#### About this exercise:
Each line of the data should be transcribed exactly as given.

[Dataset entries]
┄┄┄┄┄┄┄┄┄┄

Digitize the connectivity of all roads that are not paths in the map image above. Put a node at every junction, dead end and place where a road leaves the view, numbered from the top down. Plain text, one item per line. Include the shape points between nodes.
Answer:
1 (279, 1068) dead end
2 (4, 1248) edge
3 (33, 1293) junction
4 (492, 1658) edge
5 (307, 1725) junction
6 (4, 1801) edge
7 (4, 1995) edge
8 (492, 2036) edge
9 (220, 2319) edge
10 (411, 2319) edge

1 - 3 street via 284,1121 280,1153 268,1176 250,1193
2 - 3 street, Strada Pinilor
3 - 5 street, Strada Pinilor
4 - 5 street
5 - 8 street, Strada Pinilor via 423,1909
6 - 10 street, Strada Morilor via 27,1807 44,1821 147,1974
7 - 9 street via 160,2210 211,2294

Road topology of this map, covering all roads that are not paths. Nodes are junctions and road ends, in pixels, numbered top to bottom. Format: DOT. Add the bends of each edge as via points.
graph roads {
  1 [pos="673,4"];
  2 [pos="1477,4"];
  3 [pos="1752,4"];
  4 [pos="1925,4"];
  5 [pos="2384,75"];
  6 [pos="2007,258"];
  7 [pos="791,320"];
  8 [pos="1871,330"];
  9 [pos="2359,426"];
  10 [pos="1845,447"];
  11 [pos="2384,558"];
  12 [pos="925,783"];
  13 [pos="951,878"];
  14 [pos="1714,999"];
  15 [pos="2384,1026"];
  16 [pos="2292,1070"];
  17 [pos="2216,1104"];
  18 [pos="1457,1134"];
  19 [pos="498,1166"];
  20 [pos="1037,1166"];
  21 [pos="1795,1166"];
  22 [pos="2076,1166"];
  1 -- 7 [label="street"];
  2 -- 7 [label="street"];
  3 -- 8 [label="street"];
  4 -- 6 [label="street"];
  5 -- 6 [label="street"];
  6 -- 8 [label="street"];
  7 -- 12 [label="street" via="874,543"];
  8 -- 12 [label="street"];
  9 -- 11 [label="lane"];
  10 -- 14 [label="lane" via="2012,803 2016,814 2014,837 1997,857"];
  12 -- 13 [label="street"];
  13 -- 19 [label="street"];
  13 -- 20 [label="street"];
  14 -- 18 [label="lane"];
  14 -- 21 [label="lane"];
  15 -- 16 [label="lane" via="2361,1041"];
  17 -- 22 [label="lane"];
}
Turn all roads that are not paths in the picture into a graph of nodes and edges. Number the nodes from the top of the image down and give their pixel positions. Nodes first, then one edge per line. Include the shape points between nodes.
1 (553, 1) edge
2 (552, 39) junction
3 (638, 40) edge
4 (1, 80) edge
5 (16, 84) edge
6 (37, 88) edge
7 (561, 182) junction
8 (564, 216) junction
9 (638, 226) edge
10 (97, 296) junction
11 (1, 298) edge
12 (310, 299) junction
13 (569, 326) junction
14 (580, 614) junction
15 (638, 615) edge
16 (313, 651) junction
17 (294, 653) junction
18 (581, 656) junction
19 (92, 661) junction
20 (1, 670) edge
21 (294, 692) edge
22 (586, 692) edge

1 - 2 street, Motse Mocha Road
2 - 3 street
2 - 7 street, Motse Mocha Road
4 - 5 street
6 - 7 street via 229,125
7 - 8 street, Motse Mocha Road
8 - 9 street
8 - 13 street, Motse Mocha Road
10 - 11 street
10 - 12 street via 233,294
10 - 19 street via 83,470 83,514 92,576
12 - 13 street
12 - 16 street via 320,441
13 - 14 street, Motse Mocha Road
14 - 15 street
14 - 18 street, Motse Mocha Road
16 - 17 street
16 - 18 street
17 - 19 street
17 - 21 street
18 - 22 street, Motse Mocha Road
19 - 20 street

┄┄┄┄┄┄┄┄┄┄

#### Result for this exercise:
Digitize the connectivity of all roads that are not paths in the map image above. Put a node at every junction, dead end and place where a road leaves the view, numbered from the top down. Plain text, one item per line. Include the shape points between nodes.
Answer:
1 (279, 1068) dead end
2 (4, 1248) edge
3 (33, 1293) junction
4 (492, 1658) edge
5 (307, 1725) junction
6 (4, 1801) edge
7 (4, 1995) edge
8 (492, 2036) edge
9 (220, 2319) edge
10 (411, 2319) edge

1 - 3 street via 284,1121 280,1153 268,1176 250,1193
2 - 3 street, Strada Pinilor
3 - 5 street, Strada Pinilor
4 - 5 street
5 - 8 street, Strada Pinilor via 423,1909
6 - 10 street, Strada Morilor via 27,1807 44,1821 147,1974
7 - 9 street via 160,2210 211,2294

Road topology of this map, covering all roads that are not paths. Nodes are junctions and road ends, in pixels, numbered top to bottom. Format: DOT. Add the bends of each edge as via points.
graph roads {
  1 [pos="673,4"];
  2 [pos="1477,4"];
  3 [pos="1752,4"];
  4 [pos="1925,4"];
  5 [pos="2384,75"];
  6 [pos="2007,258"];
  7 [pos="791,320"];
  8 [pos="1871,330"];
  9 [pos="2359,426"];
  10 [pos="1845,447"];
  11 [pos="2384,558"];
  12 [pos="925,783"];
  13 [pos="951,878"];
  14 [pos="1714,999"];
  15 [pos="2384,1026"];
  16 [pos="2292,1070"];
  17 [pos="2216,1104"];
  18 [pos="1457,1134"];
  19 [pos="498,1166"];
  20 [pos="1037,1166"];
  21 [pos="1795,1166"];
  22 [pos="2076,1166"];
  1 -- 7 [label="street"];
  2 -- 7 [label="street"];
  3 -- 8 [label="street"];
  4 -- 6 [label="street"];
  5 -- 6 [label="street"];
  6 -- 8 [label="street"];
  7 -- 12 [label="street" via="874,543"];
  8 -- 12 [label="street"];
  9 -- 11 [label="lane"];
  10 -- 14 [label="lane" via="2012,803 2016,814 2014,837 1997,857"];
  12 -- 13 [label="street"];
  13 -- 19 [label="street"];
  13 -- 20 [label="street"];
  14 -- 18 [label="lane"];
  14 -- 21 [label="lane"];
  15 -- 16 [label="lane" via="2361,1041"];
  17 -- 22 [label="lane"];
}
Turn all roads that are not paths in the picture into a graph of nodes and edges. Number the nodes from the top of the image down and give their pixel positions. Nodes first, then one edge per line. Include the shape points between nodes.
1 (553, 1) edge
2 (552, 39) junction
3 (638, 40) edge
4 (1, 80) edge
5 (16, 84) edge
6 (37, 88) edge
7 (561, 182) junction
8 (564, 216) junction
9 (638, 226) edge
10 (97, 296) junction
11 (1, 298) edge
12 (310, 299) junction
13 (569, 326) junction
14 (580, 614) junction
15 (638, 615) edge
16 (313, 651) junction
17 (294, 653) junction
18 (581, 656) junction
19 (92, 661) junction
20 (1, 670) edge
21 (294, 692) edge
22 (586, 692) edge

1 - 2 street, Motse Mocha Road
2 - 3 street
2 - 7 street, Motse Mocha Road
4 - 5 street
6 - 7 street via 229,125
7 - 8 street, Motse Mocha Road
8 - 9 street
8 - 13 street, Motse Mocha Road
10 - 11 street
10 - 12 street via 233,294
10 - 19 street via 83,470 83,514 92,576
12 - 13 street
12 - 16 street via 320,441
13 - 14 street, Motse Mocha Road
14 - 15 street
14 - 18 street, Motse Mocha Road
16 - 17 street
16 - 18 street
17 - 19 street
17 - 21 street
18 - 22 street, Motse Mocha Road
19 - 20 street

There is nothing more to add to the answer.